The attachment of strip 60 to the strips in one of the accumulators 82, 84 and 86 is required only once every few hours in view of the enormous capacity of the accumulators. Yet, in order to reduce or eliminate the down time of the mill 62 and 64, a loop pulley 68 is provided with means to gradually shift it from position 68 to position 68' so the mill 62 and 64 can continue to revolve. If desired, an accumulator such as accumulator 14 can be used in lieu of loop pulley 68.

Pinch rolls 76, 78 and 80 are provided so that the end of the selected strip 72, 74 or 60 can be pulled back from its accumulator far enough to be butt-welded in apparatus 70. Such strip is then guided into its respective accumulator via its twist loop 88 etc. so as to turn it into an upright (on edge) position.

At the entry end of accumulators 82, 84 and 86, each strip 72, 74 and 60 respectively is twisted into a "on edge" vertical position by twist loops 88, 90 and 92 respectively, the twist loops and the apparatus for producing this configuration being more fully described hereinafter with respect to FIG. 5. Strips 72, 74 and 60 then pass out of accumulators 82, 84 and 86 through pinch rolls 94, 96 and 98 respectively. Strip 72 then passes into processing line 100, strip 74 passes into processing line 102 and strip 60 passes into processing line 104 for further treatment whether it be degreasing, annealing, electrolytic coating, galvanizing or coating with a plastic material or winding into coils and packing for shipment.
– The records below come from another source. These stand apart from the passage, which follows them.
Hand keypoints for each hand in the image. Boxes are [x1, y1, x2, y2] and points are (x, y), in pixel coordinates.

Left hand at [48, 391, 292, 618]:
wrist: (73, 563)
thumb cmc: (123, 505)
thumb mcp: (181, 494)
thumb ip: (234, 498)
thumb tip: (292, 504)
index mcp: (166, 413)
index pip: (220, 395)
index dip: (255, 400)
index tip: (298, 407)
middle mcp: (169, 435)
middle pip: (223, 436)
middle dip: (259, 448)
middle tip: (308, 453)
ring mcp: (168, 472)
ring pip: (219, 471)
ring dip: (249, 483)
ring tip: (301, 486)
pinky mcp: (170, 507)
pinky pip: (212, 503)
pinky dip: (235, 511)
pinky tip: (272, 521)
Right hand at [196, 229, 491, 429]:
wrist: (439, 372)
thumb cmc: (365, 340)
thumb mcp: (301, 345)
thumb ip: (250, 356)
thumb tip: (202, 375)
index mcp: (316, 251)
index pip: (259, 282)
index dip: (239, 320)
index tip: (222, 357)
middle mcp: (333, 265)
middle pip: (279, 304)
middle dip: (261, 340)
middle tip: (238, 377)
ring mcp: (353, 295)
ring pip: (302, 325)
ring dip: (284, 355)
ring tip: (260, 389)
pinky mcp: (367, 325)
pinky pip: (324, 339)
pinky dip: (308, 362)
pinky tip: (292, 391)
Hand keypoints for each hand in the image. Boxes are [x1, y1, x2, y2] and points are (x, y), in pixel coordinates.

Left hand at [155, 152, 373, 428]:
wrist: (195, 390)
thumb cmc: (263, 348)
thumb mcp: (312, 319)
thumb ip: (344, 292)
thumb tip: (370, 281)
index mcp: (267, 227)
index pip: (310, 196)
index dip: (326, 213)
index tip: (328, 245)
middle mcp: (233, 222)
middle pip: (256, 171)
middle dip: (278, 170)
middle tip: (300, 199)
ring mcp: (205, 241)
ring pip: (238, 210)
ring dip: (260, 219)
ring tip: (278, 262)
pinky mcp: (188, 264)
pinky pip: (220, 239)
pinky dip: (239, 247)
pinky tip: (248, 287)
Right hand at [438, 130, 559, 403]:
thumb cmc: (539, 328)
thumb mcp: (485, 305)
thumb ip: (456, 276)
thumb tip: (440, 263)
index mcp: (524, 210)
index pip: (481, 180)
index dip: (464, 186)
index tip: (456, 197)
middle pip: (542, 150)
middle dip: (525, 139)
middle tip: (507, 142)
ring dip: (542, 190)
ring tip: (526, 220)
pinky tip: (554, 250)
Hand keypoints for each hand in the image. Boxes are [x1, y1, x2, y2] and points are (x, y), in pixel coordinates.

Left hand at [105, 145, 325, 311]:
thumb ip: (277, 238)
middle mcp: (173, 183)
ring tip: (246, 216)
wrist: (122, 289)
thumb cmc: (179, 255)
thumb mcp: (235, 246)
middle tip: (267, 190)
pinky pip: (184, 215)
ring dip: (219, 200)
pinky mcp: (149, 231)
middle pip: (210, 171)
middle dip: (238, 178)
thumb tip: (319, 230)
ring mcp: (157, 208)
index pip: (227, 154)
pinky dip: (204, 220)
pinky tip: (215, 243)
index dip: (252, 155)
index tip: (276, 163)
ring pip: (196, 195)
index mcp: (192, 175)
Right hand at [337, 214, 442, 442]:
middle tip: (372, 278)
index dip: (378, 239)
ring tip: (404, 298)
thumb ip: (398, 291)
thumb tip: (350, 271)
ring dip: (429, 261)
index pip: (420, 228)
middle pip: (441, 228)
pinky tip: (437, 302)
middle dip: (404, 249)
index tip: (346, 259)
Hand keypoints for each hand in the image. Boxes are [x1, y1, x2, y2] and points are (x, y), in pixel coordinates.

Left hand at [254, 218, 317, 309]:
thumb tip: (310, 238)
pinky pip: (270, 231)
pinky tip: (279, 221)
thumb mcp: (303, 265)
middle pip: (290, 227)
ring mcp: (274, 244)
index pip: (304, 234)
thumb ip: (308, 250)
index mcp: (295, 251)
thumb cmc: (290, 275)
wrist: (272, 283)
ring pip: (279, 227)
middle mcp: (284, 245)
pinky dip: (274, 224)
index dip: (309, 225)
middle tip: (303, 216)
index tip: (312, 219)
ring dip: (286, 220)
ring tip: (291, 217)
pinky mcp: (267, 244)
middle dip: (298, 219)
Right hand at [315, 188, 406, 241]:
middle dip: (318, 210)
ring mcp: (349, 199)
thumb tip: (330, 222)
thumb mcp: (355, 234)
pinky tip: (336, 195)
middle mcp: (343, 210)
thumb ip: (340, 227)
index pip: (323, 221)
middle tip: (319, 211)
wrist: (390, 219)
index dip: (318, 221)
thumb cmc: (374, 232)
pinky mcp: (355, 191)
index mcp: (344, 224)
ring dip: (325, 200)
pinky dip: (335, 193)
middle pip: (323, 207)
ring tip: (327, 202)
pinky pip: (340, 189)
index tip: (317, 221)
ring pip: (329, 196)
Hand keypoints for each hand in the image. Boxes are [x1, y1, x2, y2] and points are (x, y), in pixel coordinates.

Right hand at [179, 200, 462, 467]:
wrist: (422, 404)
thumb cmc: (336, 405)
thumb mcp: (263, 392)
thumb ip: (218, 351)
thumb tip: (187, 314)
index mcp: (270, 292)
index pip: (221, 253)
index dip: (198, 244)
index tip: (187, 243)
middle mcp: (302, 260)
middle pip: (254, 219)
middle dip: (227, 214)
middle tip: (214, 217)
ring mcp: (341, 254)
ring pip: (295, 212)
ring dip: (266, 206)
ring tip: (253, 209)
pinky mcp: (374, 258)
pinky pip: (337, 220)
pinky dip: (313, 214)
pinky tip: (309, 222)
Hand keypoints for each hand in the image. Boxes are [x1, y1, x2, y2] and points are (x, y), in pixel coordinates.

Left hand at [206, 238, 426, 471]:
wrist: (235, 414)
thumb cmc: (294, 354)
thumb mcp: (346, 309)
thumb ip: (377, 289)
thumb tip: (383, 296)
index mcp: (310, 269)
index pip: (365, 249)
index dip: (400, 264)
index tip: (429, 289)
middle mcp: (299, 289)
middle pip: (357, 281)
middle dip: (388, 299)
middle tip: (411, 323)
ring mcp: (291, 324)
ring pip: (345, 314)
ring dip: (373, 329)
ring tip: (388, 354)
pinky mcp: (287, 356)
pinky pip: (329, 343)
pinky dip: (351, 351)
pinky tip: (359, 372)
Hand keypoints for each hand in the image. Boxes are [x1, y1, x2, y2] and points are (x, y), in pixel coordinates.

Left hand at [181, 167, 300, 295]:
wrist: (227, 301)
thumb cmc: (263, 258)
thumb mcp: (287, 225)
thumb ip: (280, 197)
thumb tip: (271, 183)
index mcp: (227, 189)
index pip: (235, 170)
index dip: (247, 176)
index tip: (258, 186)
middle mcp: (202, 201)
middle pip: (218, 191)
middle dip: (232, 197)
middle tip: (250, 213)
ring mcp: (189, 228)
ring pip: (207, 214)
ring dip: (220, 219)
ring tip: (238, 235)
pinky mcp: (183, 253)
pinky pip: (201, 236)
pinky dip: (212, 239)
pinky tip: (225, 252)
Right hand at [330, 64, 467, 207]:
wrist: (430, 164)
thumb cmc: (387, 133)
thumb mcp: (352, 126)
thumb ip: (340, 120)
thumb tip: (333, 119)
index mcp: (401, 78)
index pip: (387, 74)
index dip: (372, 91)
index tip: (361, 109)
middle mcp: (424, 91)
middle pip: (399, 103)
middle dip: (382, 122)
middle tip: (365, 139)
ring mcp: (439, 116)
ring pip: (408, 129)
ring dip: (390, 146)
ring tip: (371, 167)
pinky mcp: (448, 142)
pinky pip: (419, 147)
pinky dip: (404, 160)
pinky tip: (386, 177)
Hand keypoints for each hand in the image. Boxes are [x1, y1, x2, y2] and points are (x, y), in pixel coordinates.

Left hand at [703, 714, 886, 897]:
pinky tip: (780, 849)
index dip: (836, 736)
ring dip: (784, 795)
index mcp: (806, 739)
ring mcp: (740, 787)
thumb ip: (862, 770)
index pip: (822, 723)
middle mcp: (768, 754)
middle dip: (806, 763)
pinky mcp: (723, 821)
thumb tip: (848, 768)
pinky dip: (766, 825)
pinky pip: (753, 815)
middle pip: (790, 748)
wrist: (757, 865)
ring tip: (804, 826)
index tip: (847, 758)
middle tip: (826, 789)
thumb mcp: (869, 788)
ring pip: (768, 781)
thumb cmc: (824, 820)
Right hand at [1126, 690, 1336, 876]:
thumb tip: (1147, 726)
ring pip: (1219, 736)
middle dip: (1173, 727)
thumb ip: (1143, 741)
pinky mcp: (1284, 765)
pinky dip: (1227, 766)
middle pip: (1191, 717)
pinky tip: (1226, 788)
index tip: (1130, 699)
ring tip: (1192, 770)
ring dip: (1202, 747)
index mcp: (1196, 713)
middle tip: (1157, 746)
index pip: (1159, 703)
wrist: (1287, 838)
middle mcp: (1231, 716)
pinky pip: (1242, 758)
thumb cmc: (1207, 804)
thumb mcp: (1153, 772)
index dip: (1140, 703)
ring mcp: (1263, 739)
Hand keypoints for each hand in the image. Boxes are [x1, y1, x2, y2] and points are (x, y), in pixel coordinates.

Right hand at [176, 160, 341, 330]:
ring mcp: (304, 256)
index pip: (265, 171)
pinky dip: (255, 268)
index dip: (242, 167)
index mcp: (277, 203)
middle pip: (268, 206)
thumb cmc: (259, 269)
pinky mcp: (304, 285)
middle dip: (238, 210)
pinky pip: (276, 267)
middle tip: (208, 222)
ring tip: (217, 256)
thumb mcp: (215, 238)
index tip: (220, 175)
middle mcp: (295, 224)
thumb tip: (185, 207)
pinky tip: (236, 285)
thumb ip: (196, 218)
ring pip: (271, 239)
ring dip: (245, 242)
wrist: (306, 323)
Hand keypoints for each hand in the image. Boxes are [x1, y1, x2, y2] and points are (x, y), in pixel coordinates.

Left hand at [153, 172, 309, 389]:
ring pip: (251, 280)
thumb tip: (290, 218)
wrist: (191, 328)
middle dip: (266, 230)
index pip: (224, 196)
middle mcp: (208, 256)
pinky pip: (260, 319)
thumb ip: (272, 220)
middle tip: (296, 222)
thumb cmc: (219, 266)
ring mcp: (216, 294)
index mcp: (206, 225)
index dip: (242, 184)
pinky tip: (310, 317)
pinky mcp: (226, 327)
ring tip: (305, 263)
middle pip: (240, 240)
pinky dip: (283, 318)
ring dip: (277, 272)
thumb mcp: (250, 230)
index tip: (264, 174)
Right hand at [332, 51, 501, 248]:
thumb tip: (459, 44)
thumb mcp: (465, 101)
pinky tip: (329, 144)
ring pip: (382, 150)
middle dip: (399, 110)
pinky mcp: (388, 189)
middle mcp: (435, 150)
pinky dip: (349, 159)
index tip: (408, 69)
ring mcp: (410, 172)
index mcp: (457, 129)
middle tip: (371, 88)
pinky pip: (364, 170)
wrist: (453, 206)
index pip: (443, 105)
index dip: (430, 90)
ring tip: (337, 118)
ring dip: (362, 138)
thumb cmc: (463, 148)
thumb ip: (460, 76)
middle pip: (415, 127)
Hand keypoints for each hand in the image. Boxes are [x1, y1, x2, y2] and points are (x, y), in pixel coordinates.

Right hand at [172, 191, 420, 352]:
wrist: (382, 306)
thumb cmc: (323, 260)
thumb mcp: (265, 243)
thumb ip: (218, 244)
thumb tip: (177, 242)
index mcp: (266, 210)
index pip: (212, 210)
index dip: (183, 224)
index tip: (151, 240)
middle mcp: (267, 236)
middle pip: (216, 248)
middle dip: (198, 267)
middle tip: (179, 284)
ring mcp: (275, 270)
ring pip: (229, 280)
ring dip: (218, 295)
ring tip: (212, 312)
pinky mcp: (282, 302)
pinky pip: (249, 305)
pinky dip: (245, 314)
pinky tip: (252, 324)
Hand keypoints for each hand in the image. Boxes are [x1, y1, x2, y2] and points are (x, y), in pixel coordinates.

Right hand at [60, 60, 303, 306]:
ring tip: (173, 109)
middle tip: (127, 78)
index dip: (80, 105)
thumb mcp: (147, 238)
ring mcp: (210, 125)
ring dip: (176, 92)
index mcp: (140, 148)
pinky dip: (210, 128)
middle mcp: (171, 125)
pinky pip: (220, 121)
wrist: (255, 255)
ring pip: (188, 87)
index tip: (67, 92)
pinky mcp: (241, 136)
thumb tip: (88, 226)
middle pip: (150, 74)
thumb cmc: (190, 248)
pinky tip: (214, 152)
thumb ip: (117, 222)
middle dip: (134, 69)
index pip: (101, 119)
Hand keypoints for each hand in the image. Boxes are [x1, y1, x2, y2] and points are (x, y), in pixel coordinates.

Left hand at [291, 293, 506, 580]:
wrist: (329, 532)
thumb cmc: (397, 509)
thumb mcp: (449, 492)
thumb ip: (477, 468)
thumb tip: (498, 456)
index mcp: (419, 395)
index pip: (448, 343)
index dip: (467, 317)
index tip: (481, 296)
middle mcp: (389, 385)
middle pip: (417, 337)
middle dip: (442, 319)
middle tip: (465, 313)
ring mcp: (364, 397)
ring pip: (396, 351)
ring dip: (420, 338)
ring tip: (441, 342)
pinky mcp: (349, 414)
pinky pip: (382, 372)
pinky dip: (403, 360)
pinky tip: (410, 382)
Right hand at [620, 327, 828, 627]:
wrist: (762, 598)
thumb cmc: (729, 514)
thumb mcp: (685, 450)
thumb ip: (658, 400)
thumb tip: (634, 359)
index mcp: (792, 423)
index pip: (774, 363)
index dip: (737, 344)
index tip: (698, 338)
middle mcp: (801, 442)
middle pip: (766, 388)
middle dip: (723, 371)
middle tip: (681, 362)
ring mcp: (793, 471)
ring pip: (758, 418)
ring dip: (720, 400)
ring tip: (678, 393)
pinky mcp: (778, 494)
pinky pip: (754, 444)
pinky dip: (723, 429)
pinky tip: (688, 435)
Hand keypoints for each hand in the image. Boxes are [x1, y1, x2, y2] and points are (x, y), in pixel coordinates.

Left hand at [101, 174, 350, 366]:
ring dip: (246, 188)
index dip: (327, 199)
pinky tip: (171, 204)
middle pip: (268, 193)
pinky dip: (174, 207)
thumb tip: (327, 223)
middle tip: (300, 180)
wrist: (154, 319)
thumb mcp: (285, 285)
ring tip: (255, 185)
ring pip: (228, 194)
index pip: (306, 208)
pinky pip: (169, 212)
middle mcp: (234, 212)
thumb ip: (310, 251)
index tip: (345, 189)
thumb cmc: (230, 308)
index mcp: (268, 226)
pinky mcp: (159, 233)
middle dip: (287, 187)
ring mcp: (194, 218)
The strips 72, 74 and 60 usually are run at a steady velocity day and night without interruption, otherwise the whole length of strip in such line would have to be discarded as scrap material, especially in heat-treating lines. Each of the accumulators 82, 84 and 86 can hold enough strip for as much as eight hours of operation of a line but the tandem mill 62 and 64 can fill each accumulator in two hours and thereby keep all lines going 24 hours around the clock.

The layout and programs of certain works may make it necessary to be able to also switch the strips between the accumulators 82, 84, 86 and the processing lines 100, 102, 104 in FIGS. 2 and 3. The number of accumulators may also not be the same as the number of processing lines. In order to cover all the combinations required there would be several welder instrumentalities 70 provided on several levels so as to permit strips to pass or cross each other. Besides this, all strip paths involving turns must be arranged for strip in an "on edge" position.

Combination cutter and butt-welder devices of the type indicated schematically by element 70 in FIG. 3 are well known in the metal working arts which require continuous strip feeding lines. Exemplary of such are Model DMI Automatic Shear-Welder, and Model ME Series Zipwelder, distributed by Guild International, Inc., 7273 Division Street, Bedford, Ohio, 44146.

A single operator would be required at the cutter-welder 70, the operator receiving instructions from a computer which controls the sequences of various orders, from the mill to the accumulator and the processing lines. A crew is only needed at the exit end of the last of the processing lines to coil and pack the finished strips.

Depending upon the lay-out of the works and the situation of the various divisions and production units, the paths and the distances, e.g. from the cold rolling mill to the several processing lines that depend on it for supply of strips may vary greatly. A processing line may also have one or more alternate sources of supply of strips. Yet these routes over which the strip must travel from one operation to the next one will remain the same for years, until some units are relocated or programs changed.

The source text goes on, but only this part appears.